Search the records below for "junction" and copy every line it turns up in.

Collected data:
- Opening Delimiter -

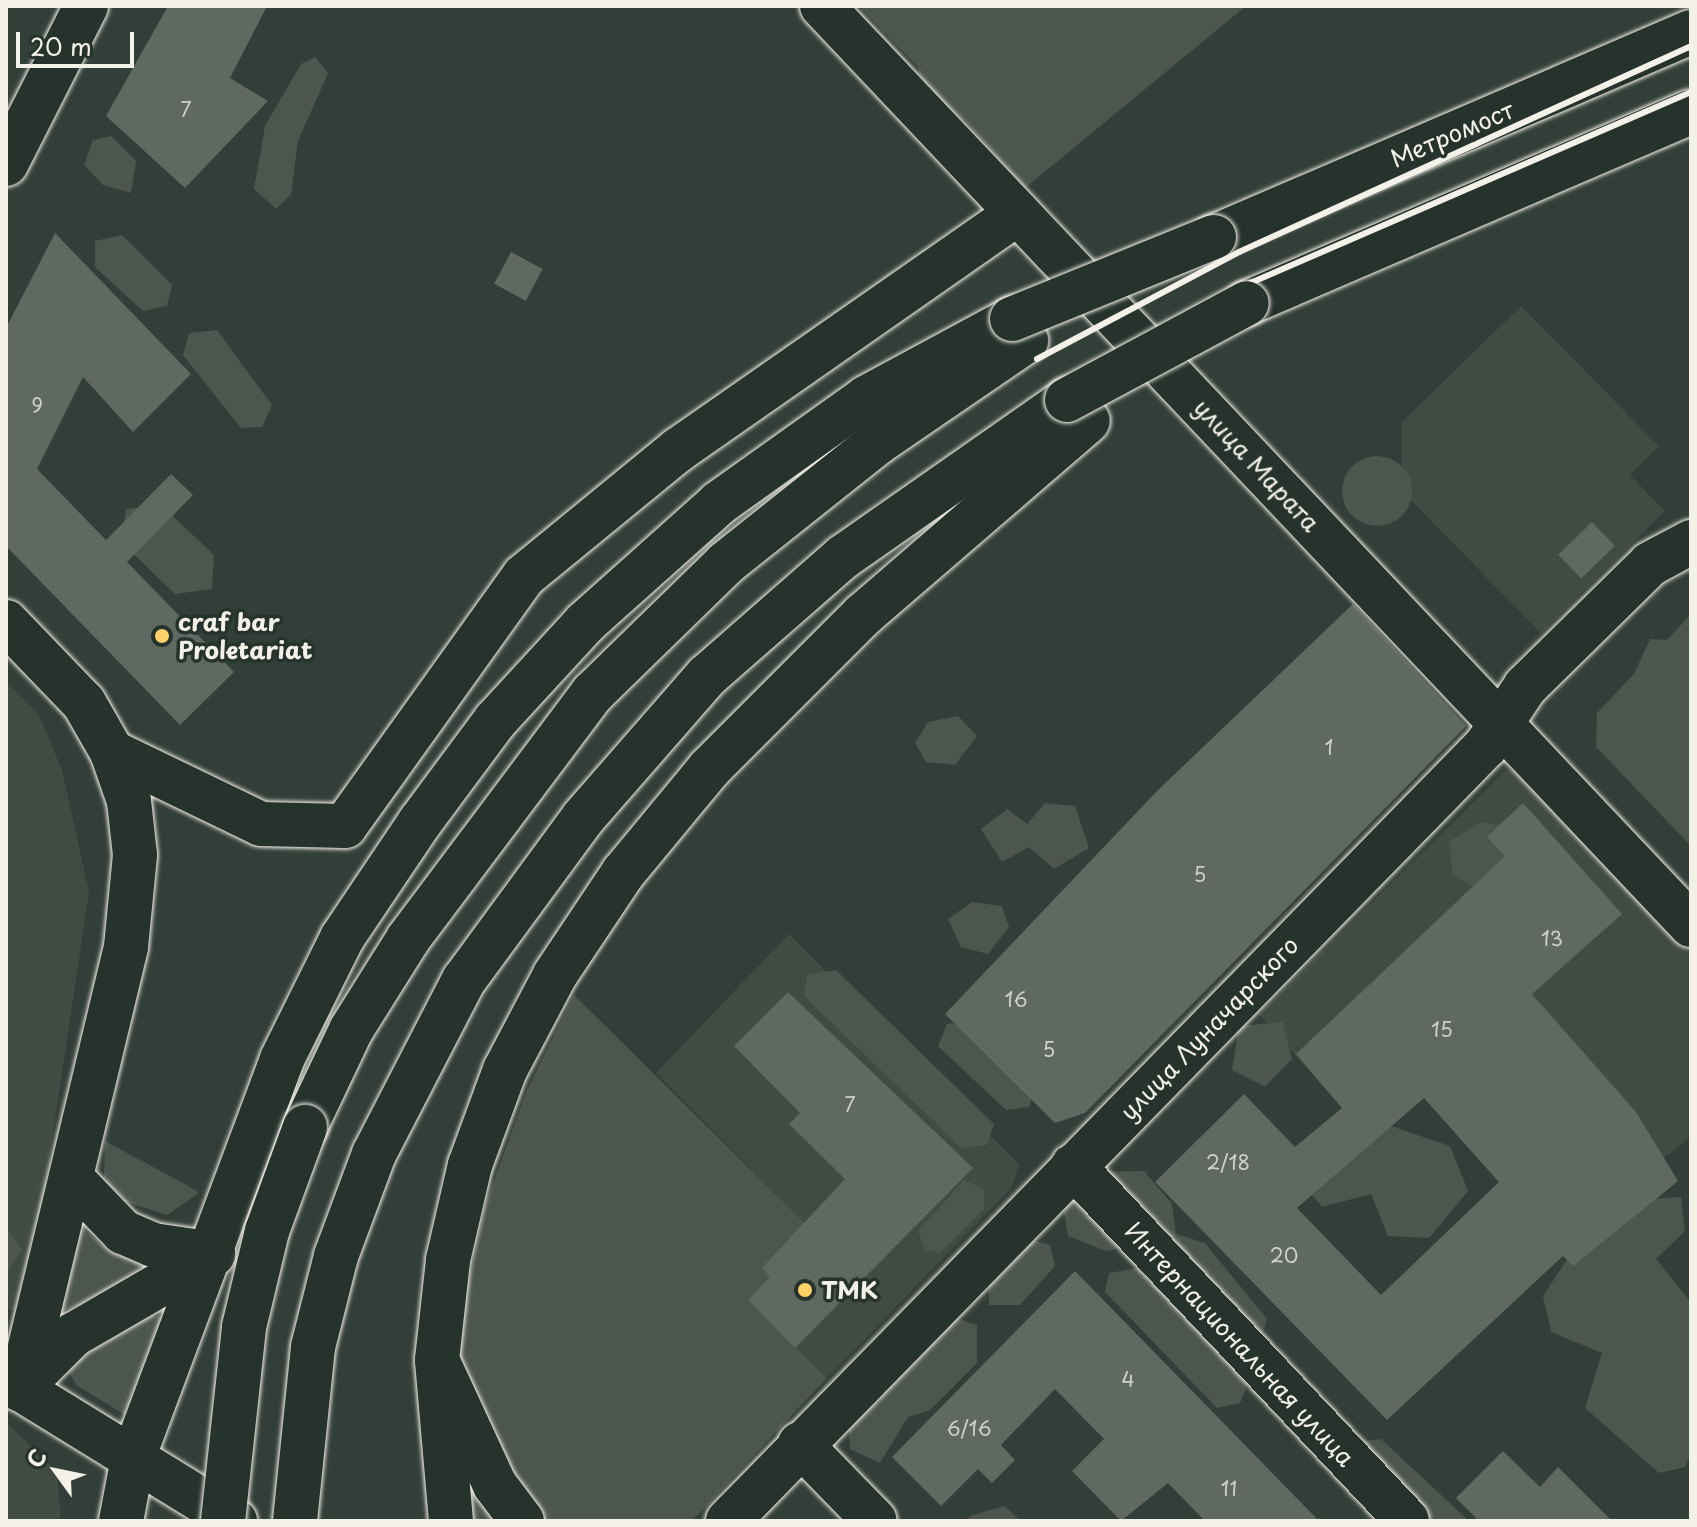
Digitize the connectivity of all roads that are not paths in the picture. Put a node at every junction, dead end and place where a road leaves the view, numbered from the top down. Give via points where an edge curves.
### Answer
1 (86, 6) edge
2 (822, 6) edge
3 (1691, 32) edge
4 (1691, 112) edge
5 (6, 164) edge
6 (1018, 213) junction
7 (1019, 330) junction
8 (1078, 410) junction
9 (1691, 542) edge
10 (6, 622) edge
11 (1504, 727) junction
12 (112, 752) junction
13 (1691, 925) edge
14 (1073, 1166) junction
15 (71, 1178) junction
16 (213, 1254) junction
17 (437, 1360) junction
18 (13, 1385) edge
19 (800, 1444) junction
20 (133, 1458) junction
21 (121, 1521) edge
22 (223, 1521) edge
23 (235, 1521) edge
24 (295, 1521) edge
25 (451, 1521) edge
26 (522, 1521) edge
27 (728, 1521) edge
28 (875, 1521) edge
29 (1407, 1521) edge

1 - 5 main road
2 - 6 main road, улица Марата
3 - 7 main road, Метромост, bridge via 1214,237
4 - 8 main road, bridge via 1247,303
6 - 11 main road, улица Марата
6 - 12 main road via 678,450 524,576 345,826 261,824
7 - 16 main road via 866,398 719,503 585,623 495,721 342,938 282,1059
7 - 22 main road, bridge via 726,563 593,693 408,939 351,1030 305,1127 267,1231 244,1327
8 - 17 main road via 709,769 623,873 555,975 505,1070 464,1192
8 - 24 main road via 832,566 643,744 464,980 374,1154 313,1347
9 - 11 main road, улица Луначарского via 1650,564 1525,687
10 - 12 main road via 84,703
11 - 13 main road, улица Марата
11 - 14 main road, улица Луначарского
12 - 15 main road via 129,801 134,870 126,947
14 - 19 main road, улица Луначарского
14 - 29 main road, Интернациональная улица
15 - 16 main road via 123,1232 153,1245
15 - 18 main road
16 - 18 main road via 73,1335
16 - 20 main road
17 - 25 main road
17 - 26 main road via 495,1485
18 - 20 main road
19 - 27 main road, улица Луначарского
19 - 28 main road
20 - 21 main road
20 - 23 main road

- Closing Delimiter -

| Answer below |
Digitize the connectivity of all roads that are not paths in the picture. Put a node at every junction, dead end and place where a road leaves the view, numbered from the top down. Give via points where an edge curves.
6 (1018, 213) junction
7 (1019, 330) junction
8 (1078, 410) junction
11 (1504, 727) junction
12 (112, 752) junction
14 (1073, 1166) junction
15 (71, 1178) junction
16 (213, 1254) junction
17 (437, 1360) junction
19 (800, 1444) junction
20 (133, 1458) junction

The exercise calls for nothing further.